1) I started with the pro version, as I was not proficient with soldering, the backplane was a great start. It allowed me to practice without having to be worried I would damage something.  I went slow and easy, I soldered the two outmost pins first, and then made sure all the connectors were perpendicular to the plane, and then I soldered all the other pins. I should be honest it was time consuming, but it quickly increased my soldering proficiency, and it was far easier than to for example get all the toggle switches on the PiDP11 soldered and straight.
2) I would go for the pro board. There are several modules out there that use the Enhanced bus, and a 5/8 combo would not allow you to use those. I actually later built a RC2014 Zed, but quickly upgraded that with a pro board (so now I have a RC2014 pro, and a RC2014 pro.... the mail service and UK and US are living good on me ;).
3) Not done any of  temperature and humidity sensor, but I have built modules for both a SAA1099 and a TMS 5220 (btw these are sometimes a hit and miss when you order from China), but it sounds like a project that would be fun to try. Adafruit have sensors that they claim behaves under I2C, and Small Computer Central has a RCBUS compatible I2C bus master module so I think it could be possible.
4) I use https://www.cpm.z80.de/binary.html for my CP/M applications, but there was a post not too long time ago, with a link to a pretty large library of applications (can't find it right now).
5) There are lots compilers available.
6) I think you will recognize some, but the biggest problem when you reach 486 and Pentium where these LONG combined instructions or who can forget the different multi-byte NOP. Z80 is a CISC, but far from the level that x86 became and still is.
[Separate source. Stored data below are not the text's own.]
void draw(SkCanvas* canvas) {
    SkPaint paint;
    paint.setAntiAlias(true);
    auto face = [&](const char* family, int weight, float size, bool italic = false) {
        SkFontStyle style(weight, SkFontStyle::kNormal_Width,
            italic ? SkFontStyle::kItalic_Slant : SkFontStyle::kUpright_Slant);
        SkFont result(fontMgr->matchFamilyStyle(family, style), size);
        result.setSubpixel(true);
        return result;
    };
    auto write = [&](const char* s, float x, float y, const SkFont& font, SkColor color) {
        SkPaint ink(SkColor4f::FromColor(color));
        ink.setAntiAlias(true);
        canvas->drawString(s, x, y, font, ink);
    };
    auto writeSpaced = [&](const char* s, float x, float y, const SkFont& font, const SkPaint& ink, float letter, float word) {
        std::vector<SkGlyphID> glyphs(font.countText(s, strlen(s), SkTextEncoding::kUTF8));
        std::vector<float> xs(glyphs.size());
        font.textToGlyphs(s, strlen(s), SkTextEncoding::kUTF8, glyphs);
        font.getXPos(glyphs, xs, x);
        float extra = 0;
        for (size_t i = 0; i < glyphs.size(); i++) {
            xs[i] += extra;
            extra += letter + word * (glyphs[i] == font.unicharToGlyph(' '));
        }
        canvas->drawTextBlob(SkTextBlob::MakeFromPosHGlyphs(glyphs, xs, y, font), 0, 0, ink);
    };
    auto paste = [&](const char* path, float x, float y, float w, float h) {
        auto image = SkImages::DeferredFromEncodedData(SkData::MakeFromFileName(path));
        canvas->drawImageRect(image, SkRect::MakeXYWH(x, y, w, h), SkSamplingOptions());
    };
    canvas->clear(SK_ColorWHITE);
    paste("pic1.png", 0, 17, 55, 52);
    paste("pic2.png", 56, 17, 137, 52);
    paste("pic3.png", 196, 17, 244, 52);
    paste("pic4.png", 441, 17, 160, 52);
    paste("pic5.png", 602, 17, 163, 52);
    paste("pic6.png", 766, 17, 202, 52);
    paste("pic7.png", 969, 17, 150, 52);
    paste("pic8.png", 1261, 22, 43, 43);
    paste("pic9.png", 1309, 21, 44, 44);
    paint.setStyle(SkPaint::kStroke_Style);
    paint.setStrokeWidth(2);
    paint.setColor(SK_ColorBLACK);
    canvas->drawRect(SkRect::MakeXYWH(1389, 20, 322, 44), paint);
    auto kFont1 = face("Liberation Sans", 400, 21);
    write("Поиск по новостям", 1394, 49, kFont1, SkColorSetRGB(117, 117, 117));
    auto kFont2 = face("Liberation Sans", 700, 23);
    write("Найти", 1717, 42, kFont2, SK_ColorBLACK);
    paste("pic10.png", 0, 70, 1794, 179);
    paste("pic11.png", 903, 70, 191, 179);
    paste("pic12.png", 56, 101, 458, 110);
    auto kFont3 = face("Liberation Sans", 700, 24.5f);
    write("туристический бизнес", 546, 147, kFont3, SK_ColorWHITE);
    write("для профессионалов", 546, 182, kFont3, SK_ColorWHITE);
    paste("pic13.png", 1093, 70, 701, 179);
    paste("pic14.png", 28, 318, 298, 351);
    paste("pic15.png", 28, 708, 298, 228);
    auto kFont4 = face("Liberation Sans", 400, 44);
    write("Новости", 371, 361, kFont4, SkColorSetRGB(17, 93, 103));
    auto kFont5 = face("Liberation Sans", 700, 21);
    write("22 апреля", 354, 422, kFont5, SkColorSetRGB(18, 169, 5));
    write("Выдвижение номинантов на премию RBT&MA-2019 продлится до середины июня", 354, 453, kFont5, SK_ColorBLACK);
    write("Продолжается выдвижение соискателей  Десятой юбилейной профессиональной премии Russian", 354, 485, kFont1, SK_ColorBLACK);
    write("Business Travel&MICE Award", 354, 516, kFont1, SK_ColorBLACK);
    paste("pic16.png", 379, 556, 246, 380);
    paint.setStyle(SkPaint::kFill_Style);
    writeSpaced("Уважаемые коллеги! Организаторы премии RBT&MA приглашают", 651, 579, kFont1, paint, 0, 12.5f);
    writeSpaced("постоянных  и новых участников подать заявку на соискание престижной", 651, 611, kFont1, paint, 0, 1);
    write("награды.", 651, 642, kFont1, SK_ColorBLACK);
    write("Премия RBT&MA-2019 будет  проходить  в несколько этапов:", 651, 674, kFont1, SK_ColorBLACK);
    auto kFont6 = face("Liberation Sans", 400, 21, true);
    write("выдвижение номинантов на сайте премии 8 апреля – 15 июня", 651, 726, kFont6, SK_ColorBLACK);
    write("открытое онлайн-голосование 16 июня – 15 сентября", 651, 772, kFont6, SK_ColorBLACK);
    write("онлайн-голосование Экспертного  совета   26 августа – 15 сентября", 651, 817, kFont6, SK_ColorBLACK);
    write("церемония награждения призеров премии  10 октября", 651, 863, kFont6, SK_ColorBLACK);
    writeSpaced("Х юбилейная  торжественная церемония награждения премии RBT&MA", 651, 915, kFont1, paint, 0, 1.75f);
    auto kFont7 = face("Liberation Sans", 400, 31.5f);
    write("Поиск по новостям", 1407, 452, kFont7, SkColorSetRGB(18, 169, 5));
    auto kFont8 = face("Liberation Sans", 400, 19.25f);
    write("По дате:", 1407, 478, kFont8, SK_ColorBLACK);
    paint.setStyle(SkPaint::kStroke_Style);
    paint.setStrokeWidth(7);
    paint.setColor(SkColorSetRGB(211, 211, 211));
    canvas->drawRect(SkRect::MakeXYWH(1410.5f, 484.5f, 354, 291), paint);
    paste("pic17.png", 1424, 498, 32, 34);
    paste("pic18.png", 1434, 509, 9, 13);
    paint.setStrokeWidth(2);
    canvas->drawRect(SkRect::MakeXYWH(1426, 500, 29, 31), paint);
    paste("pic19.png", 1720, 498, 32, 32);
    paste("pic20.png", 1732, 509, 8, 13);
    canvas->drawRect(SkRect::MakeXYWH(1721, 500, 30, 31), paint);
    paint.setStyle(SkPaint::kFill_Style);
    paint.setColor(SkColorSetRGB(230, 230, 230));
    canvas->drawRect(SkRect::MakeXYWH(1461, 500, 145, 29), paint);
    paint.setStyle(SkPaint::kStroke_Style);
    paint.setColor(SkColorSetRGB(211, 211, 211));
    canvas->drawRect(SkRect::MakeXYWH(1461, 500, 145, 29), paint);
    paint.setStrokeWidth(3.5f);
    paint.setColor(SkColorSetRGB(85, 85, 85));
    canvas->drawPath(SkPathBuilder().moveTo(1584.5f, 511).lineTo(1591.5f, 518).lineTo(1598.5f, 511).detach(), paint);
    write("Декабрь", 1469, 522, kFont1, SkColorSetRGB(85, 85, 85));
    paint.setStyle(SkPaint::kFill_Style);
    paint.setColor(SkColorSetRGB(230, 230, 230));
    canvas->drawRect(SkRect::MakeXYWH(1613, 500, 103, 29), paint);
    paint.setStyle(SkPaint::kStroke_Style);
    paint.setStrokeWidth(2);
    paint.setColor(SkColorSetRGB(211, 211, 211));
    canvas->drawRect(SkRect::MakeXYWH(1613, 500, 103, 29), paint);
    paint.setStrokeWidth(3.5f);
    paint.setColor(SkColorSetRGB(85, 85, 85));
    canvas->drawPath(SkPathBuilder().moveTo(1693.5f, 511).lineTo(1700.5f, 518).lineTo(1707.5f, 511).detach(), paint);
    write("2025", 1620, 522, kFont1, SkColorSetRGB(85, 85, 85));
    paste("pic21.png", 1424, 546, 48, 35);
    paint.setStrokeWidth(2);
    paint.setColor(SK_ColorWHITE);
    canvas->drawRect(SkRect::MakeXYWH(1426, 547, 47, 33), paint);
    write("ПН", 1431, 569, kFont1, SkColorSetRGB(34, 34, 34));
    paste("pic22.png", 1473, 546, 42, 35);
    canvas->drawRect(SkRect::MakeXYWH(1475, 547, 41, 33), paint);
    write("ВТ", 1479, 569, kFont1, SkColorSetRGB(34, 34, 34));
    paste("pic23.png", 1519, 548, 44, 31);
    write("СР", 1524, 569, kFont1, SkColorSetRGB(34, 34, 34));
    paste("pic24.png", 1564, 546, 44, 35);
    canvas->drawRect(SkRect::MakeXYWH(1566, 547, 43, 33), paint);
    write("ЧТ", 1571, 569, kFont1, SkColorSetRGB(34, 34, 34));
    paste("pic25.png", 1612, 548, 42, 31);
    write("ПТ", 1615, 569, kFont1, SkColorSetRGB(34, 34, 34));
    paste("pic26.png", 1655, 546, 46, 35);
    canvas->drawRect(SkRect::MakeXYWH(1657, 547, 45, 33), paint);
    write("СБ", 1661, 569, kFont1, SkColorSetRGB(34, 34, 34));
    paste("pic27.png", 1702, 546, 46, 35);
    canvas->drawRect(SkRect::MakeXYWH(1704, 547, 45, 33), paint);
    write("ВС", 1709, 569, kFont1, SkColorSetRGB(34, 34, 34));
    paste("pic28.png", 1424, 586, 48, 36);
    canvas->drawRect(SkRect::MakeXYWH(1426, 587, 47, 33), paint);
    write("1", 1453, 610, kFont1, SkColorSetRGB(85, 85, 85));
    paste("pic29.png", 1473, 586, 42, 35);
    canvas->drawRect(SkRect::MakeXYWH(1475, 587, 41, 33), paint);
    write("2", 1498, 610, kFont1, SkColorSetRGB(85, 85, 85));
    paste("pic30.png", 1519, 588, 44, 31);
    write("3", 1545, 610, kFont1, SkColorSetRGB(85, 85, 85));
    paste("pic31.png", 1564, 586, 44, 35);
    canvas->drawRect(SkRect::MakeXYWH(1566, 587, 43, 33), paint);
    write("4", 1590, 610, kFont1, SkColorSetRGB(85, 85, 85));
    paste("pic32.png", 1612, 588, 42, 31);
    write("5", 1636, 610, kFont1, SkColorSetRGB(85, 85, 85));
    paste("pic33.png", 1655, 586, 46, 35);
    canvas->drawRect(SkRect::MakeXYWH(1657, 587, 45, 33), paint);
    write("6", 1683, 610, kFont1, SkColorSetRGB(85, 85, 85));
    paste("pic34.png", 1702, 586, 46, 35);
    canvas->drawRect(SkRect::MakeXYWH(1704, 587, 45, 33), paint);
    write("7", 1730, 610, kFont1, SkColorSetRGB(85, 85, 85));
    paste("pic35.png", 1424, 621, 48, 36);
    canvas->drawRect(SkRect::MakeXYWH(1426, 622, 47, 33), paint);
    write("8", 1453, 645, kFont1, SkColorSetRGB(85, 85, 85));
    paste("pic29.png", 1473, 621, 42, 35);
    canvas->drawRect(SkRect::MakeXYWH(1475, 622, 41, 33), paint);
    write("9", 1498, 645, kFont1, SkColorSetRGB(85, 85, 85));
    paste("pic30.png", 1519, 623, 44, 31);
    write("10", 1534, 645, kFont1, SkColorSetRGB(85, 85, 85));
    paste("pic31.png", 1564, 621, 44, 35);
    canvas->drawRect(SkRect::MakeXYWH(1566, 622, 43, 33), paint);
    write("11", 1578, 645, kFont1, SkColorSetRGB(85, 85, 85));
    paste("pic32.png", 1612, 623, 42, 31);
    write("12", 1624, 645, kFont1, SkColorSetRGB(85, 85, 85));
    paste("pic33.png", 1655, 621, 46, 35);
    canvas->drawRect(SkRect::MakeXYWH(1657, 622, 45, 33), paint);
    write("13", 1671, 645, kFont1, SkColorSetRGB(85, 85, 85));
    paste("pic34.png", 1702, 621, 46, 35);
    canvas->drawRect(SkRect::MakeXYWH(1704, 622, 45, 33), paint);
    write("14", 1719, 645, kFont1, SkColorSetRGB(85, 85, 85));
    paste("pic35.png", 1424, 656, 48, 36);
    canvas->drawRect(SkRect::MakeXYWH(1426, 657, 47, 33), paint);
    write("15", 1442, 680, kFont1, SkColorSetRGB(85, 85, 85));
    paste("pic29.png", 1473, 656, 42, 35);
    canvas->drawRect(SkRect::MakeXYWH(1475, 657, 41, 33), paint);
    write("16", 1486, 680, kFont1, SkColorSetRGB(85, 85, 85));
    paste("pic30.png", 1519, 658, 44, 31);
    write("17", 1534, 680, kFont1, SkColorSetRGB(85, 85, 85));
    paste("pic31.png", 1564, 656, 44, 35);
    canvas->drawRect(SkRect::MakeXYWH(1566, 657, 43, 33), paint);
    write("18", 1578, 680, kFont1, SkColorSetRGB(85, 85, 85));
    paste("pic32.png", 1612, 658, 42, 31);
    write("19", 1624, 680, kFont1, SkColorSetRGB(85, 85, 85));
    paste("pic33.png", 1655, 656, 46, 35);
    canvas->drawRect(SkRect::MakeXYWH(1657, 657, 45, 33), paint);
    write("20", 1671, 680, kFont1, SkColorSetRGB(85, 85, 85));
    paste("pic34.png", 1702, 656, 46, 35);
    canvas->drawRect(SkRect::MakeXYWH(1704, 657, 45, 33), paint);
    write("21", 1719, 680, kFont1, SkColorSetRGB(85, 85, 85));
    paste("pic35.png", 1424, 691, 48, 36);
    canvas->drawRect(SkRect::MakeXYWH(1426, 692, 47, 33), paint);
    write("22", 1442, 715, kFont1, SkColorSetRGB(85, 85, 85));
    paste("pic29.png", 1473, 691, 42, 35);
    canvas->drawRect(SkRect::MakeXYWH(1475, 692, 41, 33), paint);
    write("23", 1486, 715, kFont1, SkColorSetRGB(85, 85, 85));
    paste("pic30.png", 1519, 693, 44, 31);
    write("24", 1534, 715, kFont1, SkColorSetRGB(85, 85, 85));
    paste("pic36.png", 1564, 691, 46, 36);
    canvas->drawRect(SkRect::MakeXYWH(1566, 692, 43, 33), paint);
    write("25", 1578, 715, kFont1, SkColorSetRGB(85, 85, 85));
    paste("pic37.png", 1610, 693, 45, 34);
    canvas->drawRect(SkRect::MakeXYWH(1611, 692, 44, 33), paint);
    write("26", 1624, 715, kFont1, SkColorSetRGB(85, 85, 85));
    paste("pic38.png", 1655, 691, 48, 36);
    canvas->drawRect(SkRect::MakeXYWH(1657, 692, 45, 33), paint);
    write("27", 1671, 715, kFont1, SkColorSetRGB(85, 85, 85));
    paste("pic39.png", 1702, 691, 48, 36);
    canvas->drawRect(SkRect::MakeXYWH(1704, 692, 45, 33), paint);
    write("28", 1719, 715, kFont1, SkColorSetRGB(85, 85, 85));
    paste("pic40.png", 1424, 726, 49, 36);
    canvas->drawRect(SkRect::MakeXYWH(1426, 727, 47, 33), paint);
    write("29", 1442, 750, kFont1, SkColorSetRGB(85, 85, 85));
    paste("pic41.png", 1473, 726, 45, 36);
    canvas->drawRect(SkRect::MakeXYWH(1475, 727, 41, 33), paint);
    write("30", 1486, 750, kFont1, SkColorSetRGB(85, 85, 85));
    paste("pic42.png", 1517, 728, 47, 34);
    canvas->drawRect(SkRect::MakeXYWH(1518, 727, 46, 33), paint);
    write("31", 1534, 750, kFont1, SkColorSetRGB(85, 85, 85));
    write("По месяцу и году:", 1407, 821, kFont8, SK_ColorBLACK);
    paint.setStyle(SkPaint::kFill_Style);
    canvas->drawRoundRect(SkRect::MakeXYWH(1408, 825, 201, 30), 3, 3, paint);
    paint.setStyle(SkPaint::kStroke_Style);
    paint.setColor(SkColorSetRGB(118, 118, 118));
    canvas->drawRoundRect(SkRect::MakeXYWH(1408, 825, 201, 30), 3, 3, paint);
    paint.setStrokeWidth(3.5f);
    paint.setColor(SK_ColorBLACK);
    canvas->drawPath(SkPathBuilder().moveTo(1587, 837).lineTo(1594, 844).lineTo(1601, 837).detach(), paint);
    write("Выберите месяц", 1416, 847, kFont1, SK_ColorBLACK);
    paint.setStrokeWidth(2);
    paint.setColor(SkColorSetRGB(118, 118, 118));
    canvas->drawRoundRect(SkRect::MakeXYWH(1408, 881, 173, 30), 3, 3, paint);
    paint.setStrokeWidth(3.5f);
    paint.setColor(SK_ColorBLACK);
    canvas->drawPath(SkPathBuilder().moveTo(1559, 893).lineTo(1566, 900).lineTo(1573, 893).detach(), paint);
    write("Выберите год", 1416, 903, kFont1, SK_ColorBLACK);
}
7) My ZED pro is in a case, mostly because it has matured to the level I want it at.  It protects the cards and I like the front panel option for RomWBW. My Pro is just sitting on my desk as it is (well I have standoffs between the card to avoid them rubbing up agaist each other).
8) My code is often not that long, I also most often use a cross-compiler and compile the code on my 'modern' machine and then transfer the executable over.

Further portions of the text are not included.